How should newspapers report on racist crimes?

The Justice Department announced a week ago that it had “entered into a consent decree with New York City and various school district officials, settling allegations of civil rights violations and deprivations of equal educational opportunities at Brooklyn’s Lafayette High School”:

The government’s complaint, filed in the U.S. District Court for the Eastern District of New York, alleges that school district officials deliberately ignored severe and pervasive harassment directed at Asian-American students by their classmates. This harassment allegedly included both physical and verbal abuse, including multiple violent assaults. According to the complaint, students regularly threw food, cans and combination locks at Asian-American students, while shouting ethnic slurs. . . .

The New York Times covered this, as did AP, UPI, the New York Daily News, Newsday, and the New York Post.

But none of the stories that I saw reported on the race of the attackers (and neither did the Justice Department press release). Newsday columnist Sheryl McCarthy, however, did reveal at least some attackers’ races:

According to a Department of Justice report, students threw food or cans or combination locks at them in the cafeteria. In June 2001, a Pakistani student was beaten by a group of black and Hispanic students for no apparent reason.

In late 2002 a Chinese student was strangled from behind and nearly asphyxiated in a school shower, reportedly also by a black student. And in December 2002, Siukwo Cheng, an 18-year-old Chinese student whose 96.86 grade point average put him in the running to be senior class valedictorian, was kicked and beaten unconscious just outside the school by a group of black students.

Earlier that day Cheng had confronted some black students who had insulted a teacher, and as he was being beaten his attackers told him they could “do anything they wanted to a Chinaman.” . . .

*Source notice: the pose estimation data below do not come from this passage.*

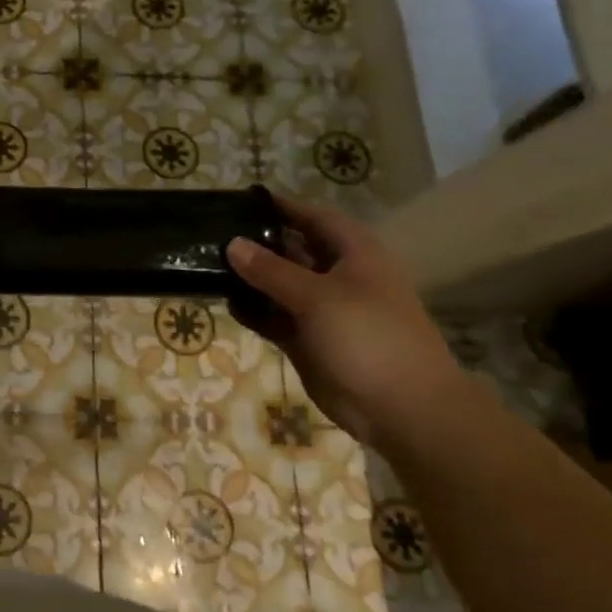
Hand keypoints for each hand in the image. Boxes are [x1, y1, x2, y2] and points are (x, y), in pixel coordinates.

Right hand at [226, 194, 465, 447]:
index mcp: (355, 255)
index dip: (283, 207)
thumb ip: (271, 270)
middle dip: (259, 242)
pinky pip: (276, 317)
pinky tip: (226, 303)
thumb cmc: (368, 338)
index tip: (242, 201)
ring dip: (252, 278)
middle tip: (213, 234)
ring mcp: (324, 310)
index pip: (315, 217)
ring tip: (209, 265)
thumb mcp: (317, 296)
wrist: (402, 410)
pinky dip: (255, 311)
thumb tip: (232, 243)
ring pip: (281, 285)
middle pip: (294, 249)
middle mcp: (339, 276)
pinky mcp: (309, 340)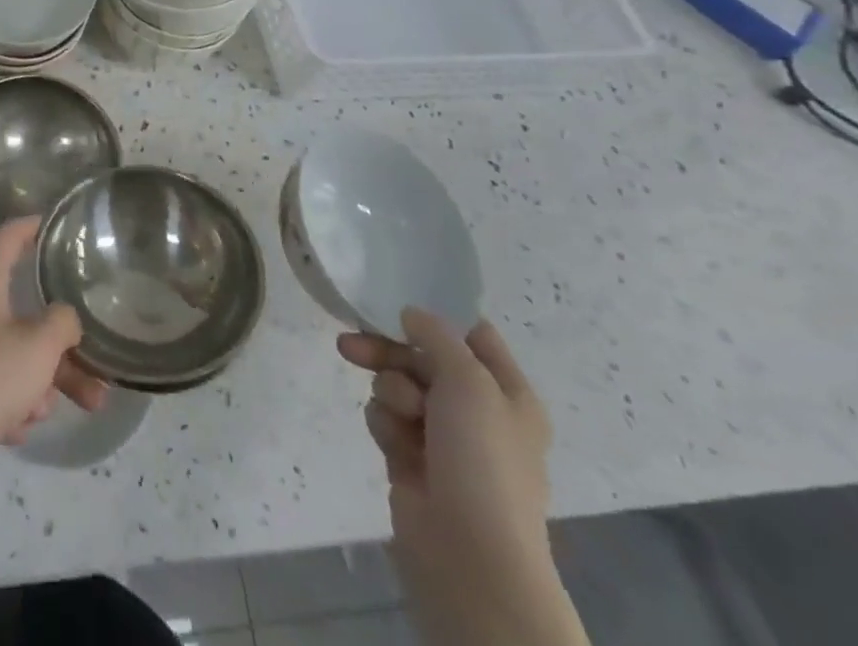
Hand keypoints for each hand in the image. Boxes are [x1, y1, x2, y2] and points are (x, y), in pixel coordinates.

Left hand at [0, 218, 107, 507]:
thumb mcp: (36, 348)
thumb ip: (61, 324)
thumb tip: (64, 316)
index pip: (6, 237)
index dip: (30, 227)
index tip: (57, 225)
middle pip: (24, 309)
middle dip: (63, 339)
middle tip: (99, 358)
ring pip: (17, 353)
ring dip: (47, 378)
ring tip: (83, 407)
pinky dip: (16, 402)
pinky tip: (18, 429)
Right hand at [339, 310, 577, 645]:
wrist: (470, 554)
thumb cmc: (482, 459)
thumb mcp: (469, 381)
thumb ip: (438, 336)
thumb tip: (413, 315)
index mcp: (507, 394)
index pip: (473, 335)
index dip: (439, 317)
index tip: (399, 302)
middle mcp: (477, 412)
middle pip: (422, 357)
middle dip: (387, 350)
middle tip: (350, 343)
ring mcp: (443, 438)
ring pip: (398, 385)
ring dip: (389, 392)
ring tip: (396, 415)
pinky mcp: (411, 459)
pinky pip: (386, 419)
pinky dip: (385, 424)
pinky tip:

Before I knew the details about the attacks on Asian students at Lafayette, my first question was whether they were perpetrated by black students. The fact that they were strikes me as especially sad, given that only a few weeks ago we were reading stories about the anniversary of the Supreme Court decision that outlawed racial segregation in public schools. . . .

[T]o hear about black students harassing and attacking Asian students is sickening. I suspect this antagonism has as much to do with the fact that Asian students do much better academically than blacks as it has to do with race.

After all, the biggest challenge facing public schools today is finding a way to close the achievement gap between white and Asian students on one hand and black and Latino students on the other. The research suggests that Asian students are among the top academic achievers because of a work ethic that’s fueled by the immigrants’ ambition to succeed in this country.

I can imagine black students seeing this kind of drive and responding in one of three ways: acknowledging it but dismissing it as too demanding for themselves; seeing it as a possible path to their own goals and emulating it; or resenting it and lashing out bitterly.

When I heard about the attack on Siukwo Cheng, the A-minus student who was beaten unconscious for demanding respect for his teacher, it confirmed my suspicions about what’s going on at Lafayette. Apart from the racism that was involved, that attack was also about a profound disrespect for education.

Nor are Asian students the only ones at Lafayette High who are oppressed by the violent behavior of the disruptive ones. So are the school’s other black and Hispanic and white students, who’d just like to get an education in peace.

And until the thugs in their midst learn to respect both the Siukwo Chengs of the world and the value of an education, even 100 years after the Brown decision they’ll still be doomed to living inferior lives.

I don’t know whether Ms. McCarthy’s guesses about the attackers’ motivations are correct. I also don’t know whether the examples she gives are representative of the incidents — maybe some of the other attackers were members of other racial groups. (If anyone can point me to a copy of the Justice Department report itself, I’d like to hear it.)

But her column — and its counterpoint to the news stories, which say nothing about the attackers’ races — does raise an important question: When newspapers are covering racial and racist conflicts, should they remain silent about which groups’ members are involved in the conflict (at least on one side)? Or should they reveal them?